▶ _PROMPT_
The answer is the data repeated in full, with no pictures included.

▶ _DATASET EXTRACT_
──────────

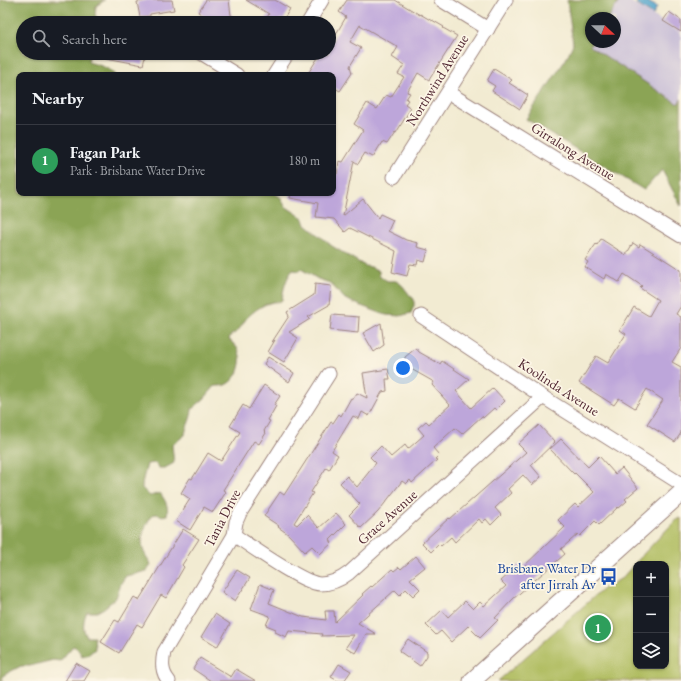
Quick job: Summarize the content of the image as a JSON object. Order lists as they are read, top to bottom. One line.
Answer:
{"streets":{"street":["Northwind Avenue","Girralong Avenue","Koolinda Avenue","Grace Avenue","Tania Drive"]},"crossings":[["Northwind Avenue","Girralong Avenue"],["Koolinda Avenue","Grace Avenue"],["Grace Avenue","Tania Drive"]],"places":{"bus stop":["Brisbane Water Dr after Jirrah Av"]},"north":"right","page":{"search":"Search here","heading":"Nearby","list":[{"mark":"1","name":"Fagan Park","note":"Park · Brisbane Water Drive","value":"180 m"}],"map_buttons":["+","−"],"pins":"1"}}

──────────

▶ _WRITTEN ANSWER_
Quick job: Summarize the content of the image as a JSON object. Order lists as they are read, top to bottom. One line.
Answer:
{"streets":{"street":["Northwind Avenue","Girralong Avenue","Koolinda Avenue","Grace Avenue","Tania Drive"]},"crossings":[["Northwind Avenue","Girralong Avenue"],["Koolinda Avenue","Grace Avenue"],["Grace Avenue","Tania Drive"]],"places":{"bus stop":["Brisbane Water Dr after Jirrah Av"]},"north":"right","page":{"search":"Search here","heading":"Nearby","list":[{"mark":"1","name":"Fagan Park","note":"Park · Brisbane Water Drive","value":"180 m"}],"map_buttons":["+","−"],"pins":"1"}}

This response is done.